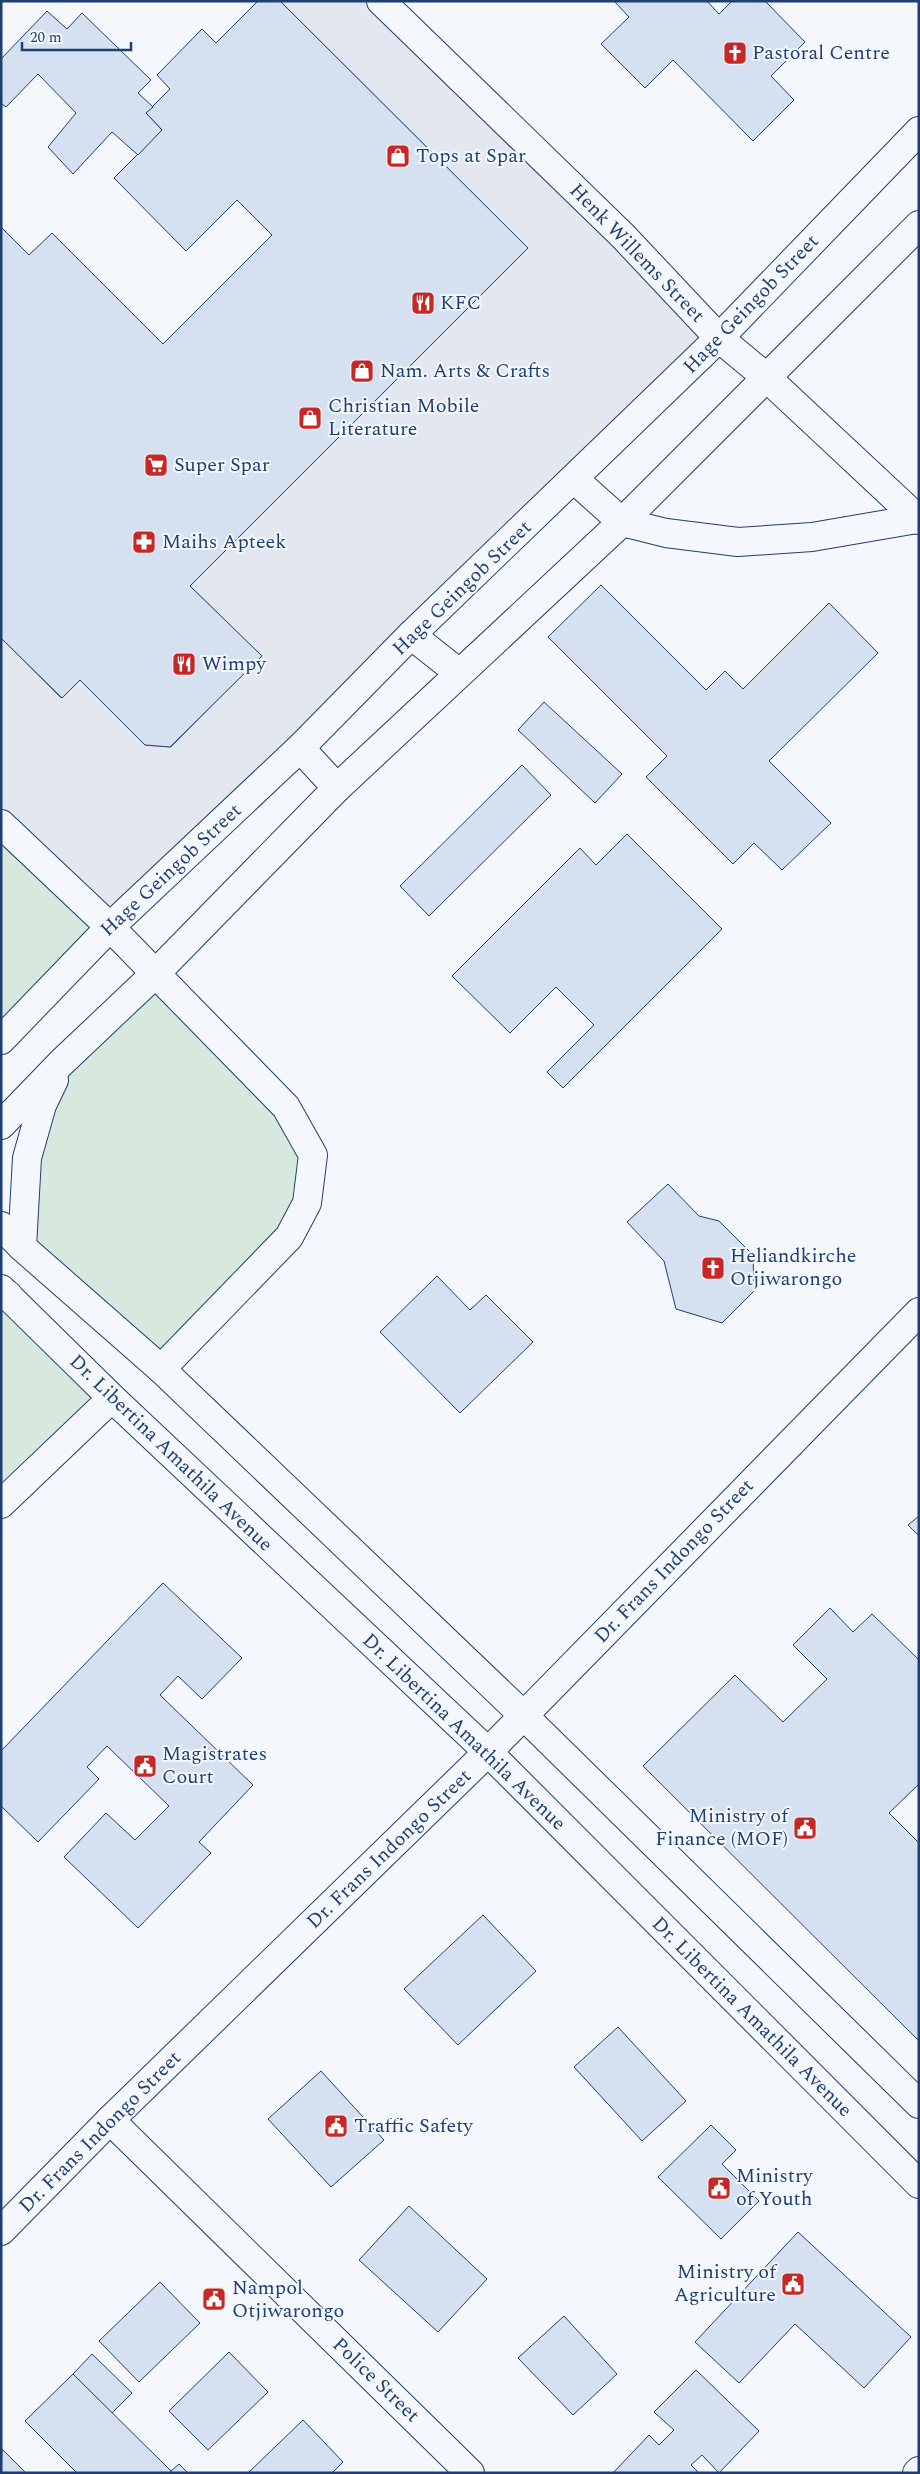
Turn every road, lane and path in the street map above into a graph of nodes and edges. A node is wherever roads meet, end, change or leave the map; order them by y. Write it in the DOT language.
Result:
graph roads {
  1 [pos="381,1"];
  2 [pos="919,131"];
  3 [pos="919,225"];
  4 [pos="719,338"];
  5 [pos="768,378"];
  6 [pos="575,480"];
  7 [pos="918,520"];
  8 [pos="622,522"];
  9 [pos="411,635"];
  10 [pos="459,673"];
  11 [pos="300,748"];
  12 [pos="337,788"];
  13 [pos="1,824"];
  14 [pos="110,927"];
  15 [pos="155,974"];
  16 [pos="1,1040"];
  17 [pos="62,1062"];
  18 [pos="1,1125"];
  19 [pos="1,1226"];
  20 [pos="22,1247"];
  21 [pos="3,1293"];
  22 [pos="919,1312"];
  23 [pos="161,1369"];
  24 [pos="112,1398"];
  25 [pos="1,1504"];
  26 [pos="523,1716"];
  27 [pos="488,1752"];
  28 [pos="919,2104"];
  29 [pos="110,2120"];
  30 [pos="919,2184"];
  31 [pos="1,2231"];
  32 [pos="470,2473"];
  1 -- 4 [label="main road, Henk Willems Street"];
  2 -- 4 [label="main road, Hage Geingob Street"];
  3 -- 5 [label="main road"];
  4 -- 5 [label="main road, Henk Willems Street"];
  4 -- 6 [label="main road, Hage Geingob Street"];
  5 -- 7 [label="main road, Henk Willems Street"];
  5 -- 8 [label="main road"];
  6 -- 8 [label="main road"];
  6 -- 9 [label="main road, Hage Geingob Street"];
  7 -- 8 [label="main road"];
  8 -- 10 [label="main road"];
  9 -- 10 [label="main road"];
  9 -- 11 [label="main road, Hage Geingob Street"];
  10 -- 12 [label="main road"];
  11 -- 12 [label="main road"];
  11 -- 14 [label="main road, Hage Geingob Street"];
  12 -- 15 [label="main road"];
  13 -- 14 [label="main road"];
  14 -- 15 [label="main road"];
  14 -- 16 [label="main road, Hage Geingob Street"];
  15 -- 17 [label="main road"];
  15 -- 23 [label="main road"];
  17 -- 18 [label="main road"];
  17 -- 20 [label="main road"];
  19 -- 20 [label="main road"];
  20 -- 23 [label="main road"];
  21 -- 24 [label="main road, Dr. Libertina Amathila Avenue"];
  22 -- 26 [label="main road, Dr. Frans Indongo Street"];
  23 -- 26 [label="main road"];
  24 -- 25 [label="main road"];
  24 -- 27 [label="main road, Dr. Libertina Amathila Avenue"];
  26 -- 27 [label="main road, Dr. Frans Indongo Street"];
  26 -- 28 [label="main road"];
  27 -- 29 [label="main road, Dr. Frans Indongo Street"];
  27 -- 30 [label="main road, Dr. Libertina Amathila Avenue"];
  29 -- 31 [label="main road, Dr. Frans Indongo Street"];
  29 -- 32 [label="main road, Police Street"];
}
----
__TASK DESCRIPTION__. Write out all the material above exactly, with no image carried over.

__FINISHED EXERCISE__.
Turn every road, lane and path in the street map above into a graph of nodes and edges. A node is wherever roads meet, end, change or leave the map; order them by y. Write it in the DOT language.
Result:
graph roads {
  1 [pos="381,1"];
  2 [pos="919,131"];
  3 [pos="919,225"];
  4 [pos="719,338"];
  5 [pos="768,378"];
  6 [pos="575,480"];
  7 [pos="918,520"];
  8 [pos="622,522"];
  9 [pos="411,635"];
  10 [pos="459,673"];
  11 [pos="300,748"];
  12 [pos="337,788"];
  13 [pos="1,824"];
  14 [pos="110,927"];
  15 [pos="155,974"];
  16 [pos="1,1040"];
  17 [pos="62,1062"];
  18 [pos="1,1125"];
  19 [pos="1,1226"];
  20 [pos="22,1247"];
  21 [pos="3,1293"];
  22 [pos="919,1312"];
  23 [pos="161,1369"];
  24 [pos="112,1398"];
  25 [pos="1,1504"];
  26 [pos="523,1716"];
  27 [pos="488,1752"];
  28 [pos="919,2104"];
  29 [pos="110,2120"];
  30 [pos="919,2184"];
  31 [pos="1,2231"];
  32 [pos="470,2473"];
  1 -- 4 [label="main road, Henk Willems Street"];
  2 -- 4 [label="main road, Hage Geingob Street"];
  3 -- 5 [label="main road"];
  4 -- 5 [label="main road, Henk Willems Street"];
  4 -- 6 [label="main road, Hage Geingob Street"];
  5 -- 7 [label="main road, Henk Willems Street"];
  5 -- 8 [label="main road"];
  6 -- 8 [label="main road"];
  6 -- 9 [label="main road, Hage Geingob Street"];
  7 -- 8 [label="main road"];
  8 -- 10 [label="main road"];
  9 -- 10 [label="main road"];
  9 -- 11 [label="main road, Hage Geingob Street"];
  10 -- 12 [label="main road"];
  11 -- 12 [label="main road"];
  11 -- 14 [label="main road, Hage Geingob Street"];
  12 -- 15 [label="main road"];
  13 -- 14 [label="main road"];
  14 -- 15 [label="main road"];
  14 -- 16 [label="main road, Hage Geingob Street"];
  15 -- 17 [label="main road"];
  15 -- 23 [label="main road"];
  17 -- 18 [label="main road"];
  17 -- 20 [label="main road"];
  19 -- 20 [label="main road"];
  20 -- 23 [label="main road"];
  21 -- 24 [label="main road, Dr. Libertina Amathila Avenue"];
  22 -- 26 [label="main road, Dr. Frans Indongo Street"];
  23 -- 26 [label="main road"];
  24 -- 25 [label="main road"];
  24 -- 27 [label="main road, Dr. Libertina Amathila Avenue"];
  26 -- 27 [label="main road, Dr. Frans Indongo Street"];
  26 -- 28 [label="main road"];
  27 -- 29 [label="main road, Dr. Frans Indongo Street"];
  27 -- 30 [label="main road, Dr. Libertina Amathila Avenue"];
  29 -- 31 [label="main road, Dr. Frans Indongo Street"];
  29 -- 32 [label="main road, Police Street"];
}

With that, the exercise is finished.